Notch signaling play a key role in self-renewal, dedifferentiation of cells, regulate dynamic transformation, homeostasis by temporal as well as spatial expression (notch ligand, receptors and cell enriched transcription factors) of this pathway (Zong et al., 2009). This signaling pathway regulated by various mechanism such as glycosylation (inhibit pathway), receptor trafficking and other regulatory mechanisms (transcription of AKT, RUNX1, SIRT6, CBFB, DEC1, microRNA-26a,26b,153,182 and 34ap; NO) (Wang et al., 2017; Chen et al., 2017; Binesh et al., 2019). At the time of heart wall formation (differentiation of cardiomyocytes to non-cardiomyocytes through myogenesis inhibition), EMT development, heart valve formation, atrioventricular canal remodeling as well as maturation were regulated by Notch signaling pathway (High et al., 2008, Luxán et al., 2016).

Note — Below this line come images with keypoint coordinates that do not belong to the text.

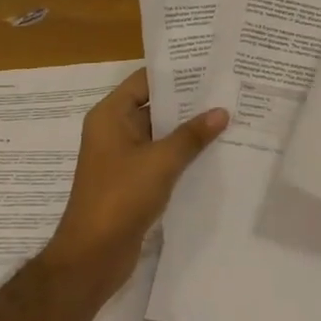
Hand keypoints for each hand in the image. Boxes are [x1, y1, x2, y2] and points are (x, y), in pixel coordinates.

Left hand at [40, 68, 227, 289]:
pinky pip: (161, 157)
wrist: (93, 257)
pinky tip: (214, 150)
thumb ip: (192, 135)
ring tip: (228, 115)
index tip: (209, 64)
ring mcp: (123, 157)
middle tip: (227, 89)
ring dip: (188, 129)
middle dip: (188, 101)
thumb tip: (222, 111)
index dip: (175, 72)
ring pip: (160, 133)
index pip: (144, 81)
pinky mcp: (133, 181)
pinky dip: (183, 153)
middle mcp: (114, 131)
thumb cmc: (120, 197)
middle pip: (154, 106)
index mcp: (111, 116)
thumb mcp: (160, 161)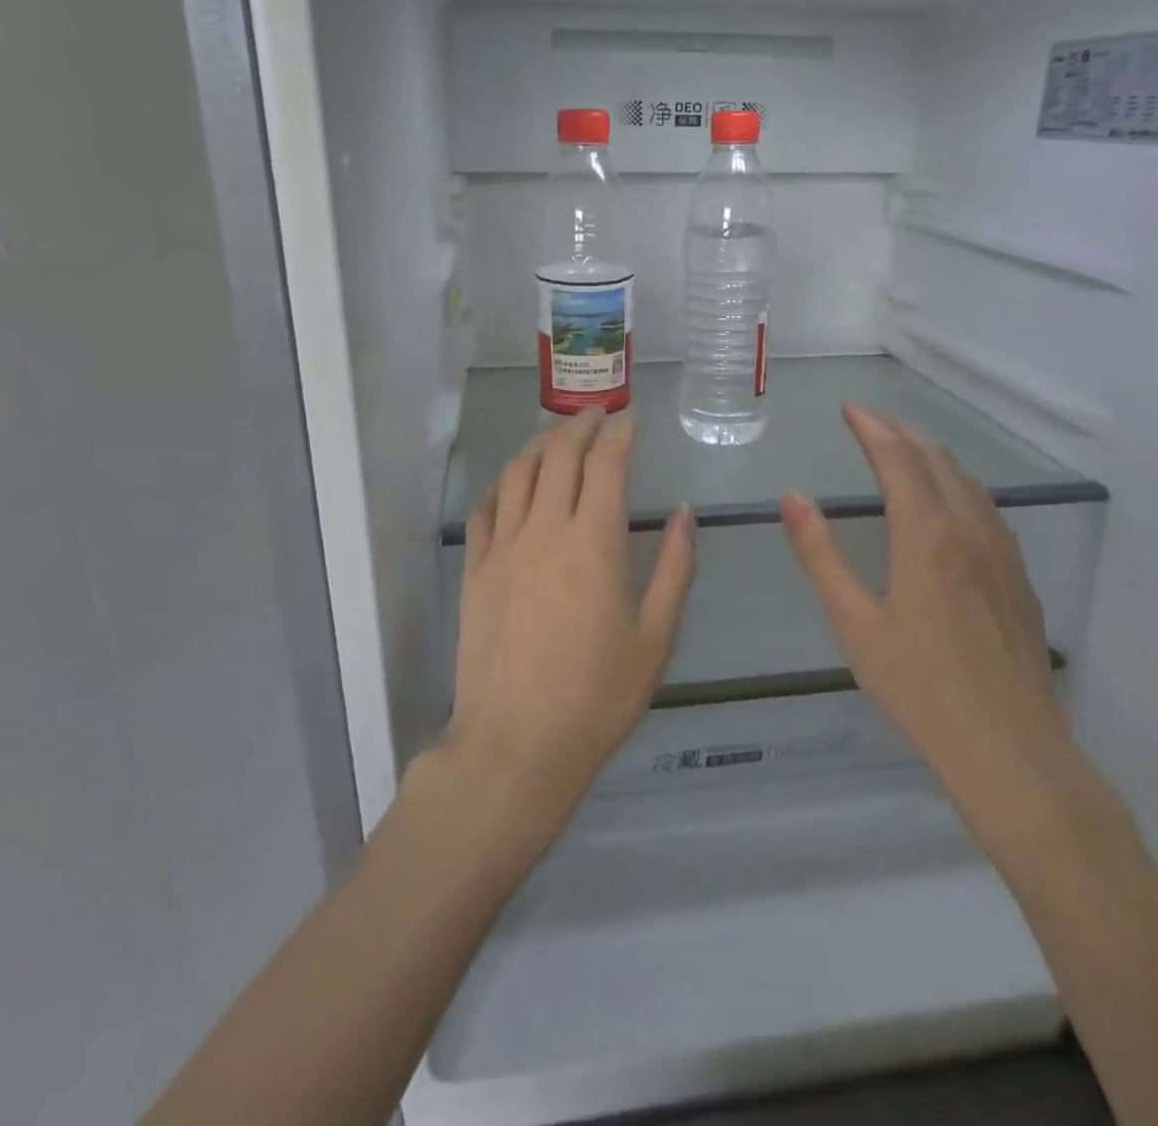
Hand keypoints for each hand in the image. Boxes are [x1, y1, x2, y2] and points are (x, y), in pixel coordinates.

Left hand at [444, 409, 695, 841]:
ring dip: (540, 444)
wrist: (517, 744)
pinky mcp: (475, 570)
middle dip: (580, 424)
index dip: (619, 433)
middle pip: (558, 454)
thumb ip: (673, 568)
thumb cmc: (597, 696)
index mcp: (593, 542)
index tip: (631, 419)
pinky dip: (501, 484)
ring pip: (517, 472)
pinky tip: (512, 484)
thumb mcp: (655, 637)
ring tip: (558, 437)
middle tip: (598, 413)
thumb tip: (682, 513)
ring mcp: (503, 547)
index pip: (605, 464)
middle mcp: (544, 530)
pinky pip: (484, 509)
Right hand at [780, 404, 1065, 809]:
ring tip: (902, 449)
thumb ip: (820, 555)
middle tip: (868, 422)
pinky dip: (956, 484)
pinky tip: (947, 502)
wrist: (1009, 747)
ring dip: (930, 454)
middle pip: (936, 459)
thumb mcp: (854, 623)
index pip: (898, 458)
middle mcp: (969, 528)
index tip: (849, 409)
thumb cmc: (919, 687)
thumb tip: (793, 497)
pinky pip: (985, 506)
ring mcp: (1002, 551)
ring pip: (966, 480)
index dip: (872, 427)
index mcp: (926, 535)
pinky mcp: (1017, 575)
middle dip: (900, 431)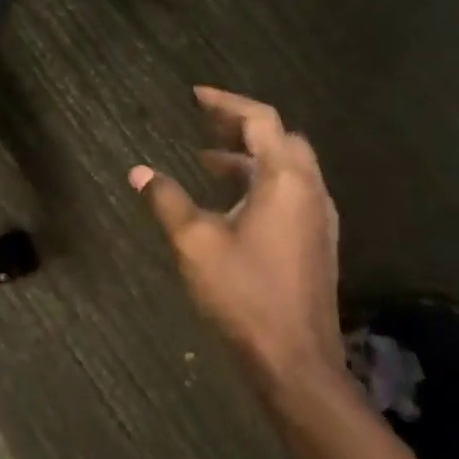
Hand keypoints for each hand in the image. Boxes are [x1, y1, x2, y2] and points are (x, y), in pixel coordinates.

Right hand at [130, 86, 344, 383]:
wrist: (296, 362)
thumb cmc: (244, 294)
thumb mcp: (195, 243)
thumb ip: (167, 200)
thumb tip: (139, 171)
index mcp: (285, 179)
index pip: (261, 119)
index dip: (226, 102)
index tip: (195, 96)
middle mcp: (310, 190)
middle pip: (280, 138)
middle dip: (242, 126)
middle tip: (204, 125)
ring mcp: (319, 217)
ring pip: (287, 167)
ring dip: (251, 156)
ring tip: (208, 161)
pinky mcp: (317, 241)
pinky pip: (291, 192)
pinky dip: (261, 181)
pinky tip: (232, 202)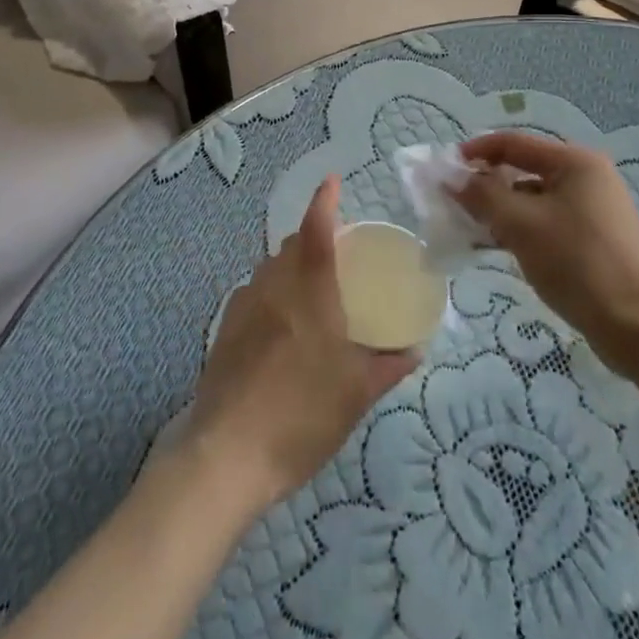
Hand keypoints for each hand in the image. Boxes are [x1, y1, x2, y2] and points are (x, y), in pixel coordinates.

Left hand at [187, 176, 417, 509]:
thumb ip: (387, 366)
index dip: (324, 202)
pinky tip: (282, 327)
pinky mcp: (223, 331)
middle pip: (290, 247)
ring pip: (269, 270)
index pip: (316, 230)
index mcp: (308, 293)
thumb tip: (414, 350)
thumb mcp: (356, 395)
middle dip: (312, 239)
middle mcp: (272, 288)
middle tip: (337, 255)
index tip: (332, 182)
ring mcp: (242, 308)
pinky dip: (272, 294)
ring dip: (290, 267)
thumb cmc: (301, 416)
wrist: (225, 456)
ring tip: (312, 293)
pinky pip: (253, 295)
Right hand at [454, 132, 638, 377]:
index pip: (514, 142)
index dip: (476, 151)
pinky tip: (498, 248)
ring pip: (533, 199)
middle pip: (524, 169)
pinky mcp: (594, 239)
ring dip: (501, 211)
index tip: (443, 171)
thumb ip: (482, 195)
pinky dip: (520, 230)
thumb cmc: (577, 264)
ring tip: (470, 231)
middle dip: (486, 185)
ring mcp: (593, 209)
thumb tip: (452, 177)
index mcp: (575, 162)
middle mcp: (587, 177)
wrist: (638, 326)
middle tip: (453, 205)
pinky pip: (546, 222)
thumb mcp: (521, 225)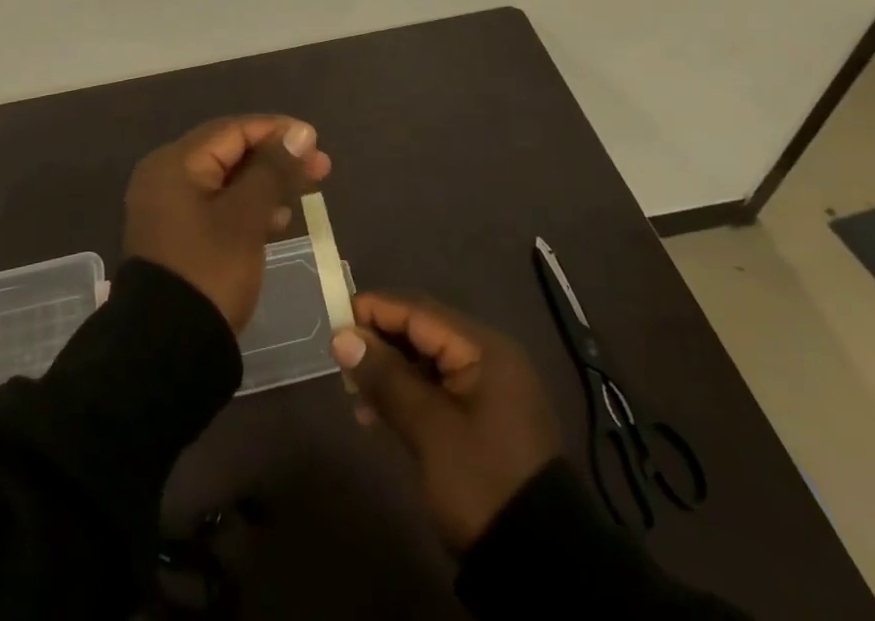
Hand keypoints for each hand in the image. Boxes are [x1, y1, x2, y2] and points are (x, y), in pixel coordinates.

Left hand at [123, 114, 331, 331]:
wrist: (167, 350)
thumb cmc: (210, 271)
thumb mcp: (246, 217)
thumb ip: (274, 169)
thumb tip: (301, 132)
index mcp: (175, 163)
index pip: (233, 130)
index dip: (277, 132)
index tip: (316, 142)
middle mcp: (166, 176)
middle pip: (229, 152)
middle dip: (275, 158)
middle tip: (321, 168)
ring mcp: (168, 207)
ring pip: (225, 181)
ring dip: (265, 183)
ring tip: (303, 193)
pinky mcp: (176, 235)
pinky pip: (216, 206)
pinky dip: (246, 207)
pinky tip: (277, 220)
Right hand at [331, 292, 563, 551]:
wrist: (540, 565)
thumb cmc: (481, 482)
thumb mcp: (429, 429)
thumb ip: (385, 377)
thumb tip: (342, 337)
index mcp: (483, 348)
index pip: (419, 311)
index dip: (375, 310)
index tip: (334, 320)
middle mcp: (488, 357)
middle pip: (423, 331)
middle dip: (380, 343)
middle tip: (342, 364)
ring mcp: (488, 388)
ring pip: (427, 361)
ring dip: (390, 372)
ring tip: (356, 396)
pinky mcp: (483, 417)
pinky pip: (437, 387)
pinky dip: (407, 394)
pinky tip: (379, 415)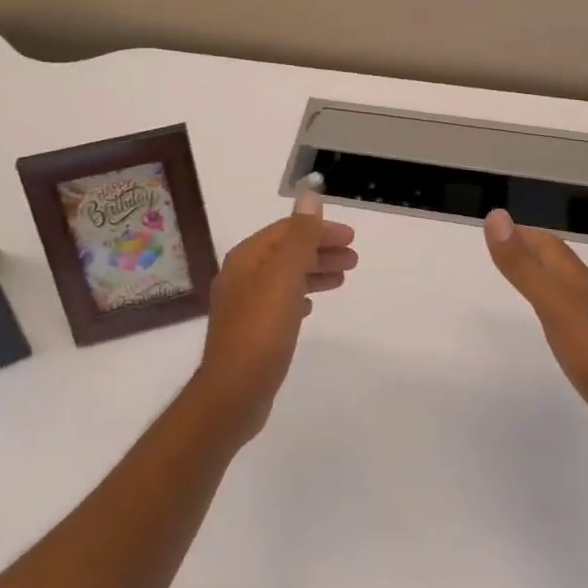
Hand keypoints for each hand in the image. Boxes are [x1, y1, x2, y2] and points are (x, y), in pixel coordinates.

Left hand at [194, 195, 356, 446]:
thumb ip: (300, 236)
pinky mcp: (251, 332)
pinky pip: (280, 301)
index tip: (351, 238)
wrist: (233, 393)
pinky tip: (312, 305)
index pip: (287, 231)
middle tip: (353, 259)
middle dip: (320, 250)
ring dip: (313, 272)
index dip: (320, 230)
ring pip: (285, 277)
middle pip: (286, 252)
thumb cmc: (261, 329)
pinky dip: (300, 295)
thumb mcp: (285, 277)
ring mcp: (244, 305)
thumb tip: (310, 194)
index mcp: (246, 258)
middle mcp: (241, 276)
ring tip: (342, 279)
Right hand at [483, 209, 587, 462]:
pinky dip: (553, 314)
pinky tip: (549, 330)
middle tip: (501, 253)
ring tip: (519, 284)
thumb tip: (496, 215)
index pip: (549, 246)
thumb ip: (522, 265)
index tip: (495, 229)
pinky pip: (571, 323)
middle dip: (532, 253)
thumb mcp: (552, 304)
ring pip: (565, 292)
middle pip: (558, 265)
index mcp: (578, 281)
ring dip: (543, 281)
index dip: (523, 233)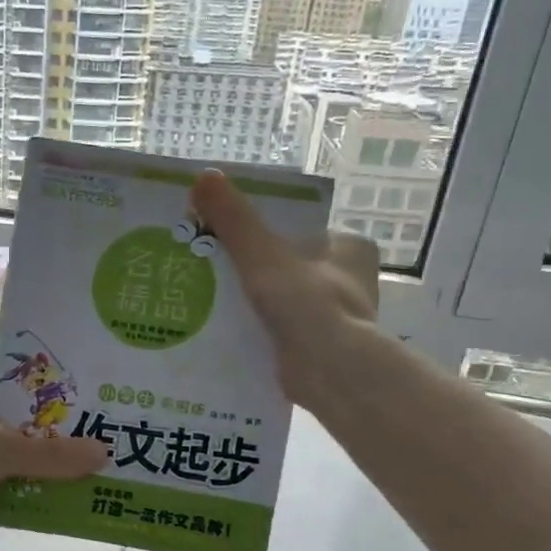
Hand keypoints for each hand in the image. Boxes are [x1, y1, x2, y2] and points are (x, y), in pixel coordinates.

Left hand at [0, 366, 109, 527]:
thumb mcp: (8, 448)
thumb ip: (54, 455)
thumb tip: (103, 455)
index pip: (17, 382)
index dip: (47, 398)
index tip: (78, 414)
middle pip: (7, 417)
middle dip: (37, 436)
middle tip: (74, 450)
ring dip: (17, 462)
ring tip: (55, 477)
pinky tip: (19, 497)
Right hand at [190, 169, 381, 409]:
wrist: (331, 373)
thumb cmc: (306, 303)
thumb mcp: (262, 254)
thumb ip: (233, 219)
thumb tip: (202, 176)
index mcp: (349, 247)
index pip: (298, 230)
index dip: (262, 231)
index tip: (225, 237)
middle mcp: (349, 280)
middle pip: (286, 265)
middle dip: (251, 270)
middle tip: (207, 268)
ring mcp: (335, 317)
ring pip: (281, 300)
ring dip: (249, 302)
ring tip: (205, 299)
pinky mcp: (318, 349)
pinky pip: (279, 330)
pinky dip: (254, 329)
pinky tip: (221, 330)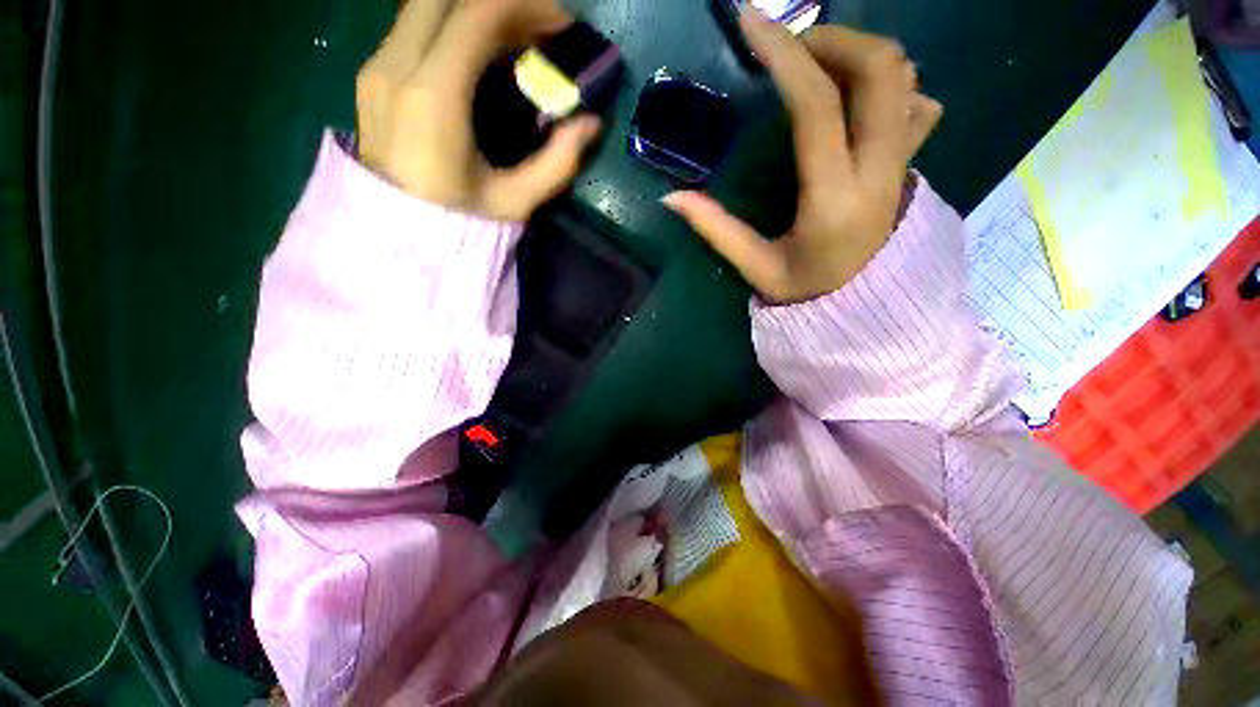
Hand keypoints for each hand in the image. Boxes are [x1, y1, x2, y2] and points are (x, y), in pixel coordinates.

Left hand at [356, 0, 601, 221]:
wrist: (396, 236)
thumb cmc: (457, 223)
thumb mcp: (516, 202)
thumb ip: (557, 163)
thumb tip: (590, 124)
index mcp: (433, 98)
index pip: (476, 14)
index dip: (525, 7)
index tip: (561, 25)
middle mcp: (396, 66)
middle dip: (501, 2)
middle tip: (538, 28)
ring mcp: (378, 66)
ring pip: (428, 4)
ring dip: (476, 10)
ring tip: (514, 37)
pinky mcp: (374, 73)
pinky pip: (415, 25)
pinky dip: (454, 23)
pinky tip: (482, 52)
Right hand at [662, 12, 941, 303]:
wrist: (865, 312)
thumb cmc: (807, 294)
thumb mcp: (757, 268)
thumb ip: (716, 230)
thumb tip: (671, 199)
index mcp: (834, 199)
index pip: (817, 106)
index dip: (785, 55)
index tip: (752, 25)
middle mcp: (880, 169)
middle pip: (880, 68)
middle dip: (832, 40)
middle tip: (790, 51)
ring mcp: (904, 163)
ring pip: (903, 76)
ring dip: (858, 54)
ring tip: (817, 68)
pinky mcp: (911, 164)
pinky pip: (917, 102)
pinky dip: (888, 83)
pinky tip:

In induced vascular injury, several components of notch pathway expression modulated such as Notch 1/3, Jag 1/2 as well as Hey 1/2 and forms thick layer of vascular smooth muscle cells (neointima) due to significant downregulation of Hey 2 in mice (Sakata et al., 2004).
       
In recent years, Danio rerio (Zebrafish) was widely used as non-mammalian model organism due to its unique characteristics such as faster reproduction, easy handling, 200-300 embryo production, rapid morphogenesis, lower cost, ease of genetic manipulation, the ability to regenerate their heart after injury, 70% of genomic similarity of human genome, large scale mutagenesis and high-throughput drug screening (Huang et al., 2021 and Quyoom et al., 2025) makes ideal model for screening of bioactive compounds to develop novel drugs to treat/prevent non-communicable disease (diabetes; CVDs) (Jamir et al., 2024), respiratory, liver and kidney disease. Previously, Jeong et al., (2017) and Yu et al., (2020) utilized LPS induced cardiac abnormalities in ZFEL to elucidate the therapeutic potential of nature derived compounds. Hence, in present study F, VA and its combination cardioprotective activity was elucidated in LPS stimulated ZFEL.

MATERIALS AND METHODS

Adult wild-type AB strains of zebrafish male and females (Danio rerio, Hamilton-Buchanan,1822 were maintained as per standard protocol (Piyushbhai et al., 2024). Prior approval of IAEC (10/SA/Fish/IAEC/IFPGS/2024) of Institute of Fisheries Postgraduate Studies, TNJFU were obtained for the zebrafish experiments and conducted during 2022-24. Two males and one female were used for pairwise mating for the embryos collection.
       
LPS from E. coli O111:B4 purified by phenol extraction (SIGMA) was diluted with Millipore water for preparing the 1mg/mL stock solution by heating at 70-80oC and vortexed. F from Fucus vesiculosus was dissolved in Millipore water for 1 mg/mL stock solution preparation. From F stocks solution varying concentration (50, 100, 600, 900 and 1200 µg/ml) and VA (100,200,300,400, 500 and 600 µg/ml) were prepared in in 24-well plate for LC50 investigation. 24 hours post fertilization (hpf) we exposed ZFEL to LPS induction for 1 hr and post treated F and VA concentration given in (Table 1) for 1 hr to evaluate cardioprotective efficacy.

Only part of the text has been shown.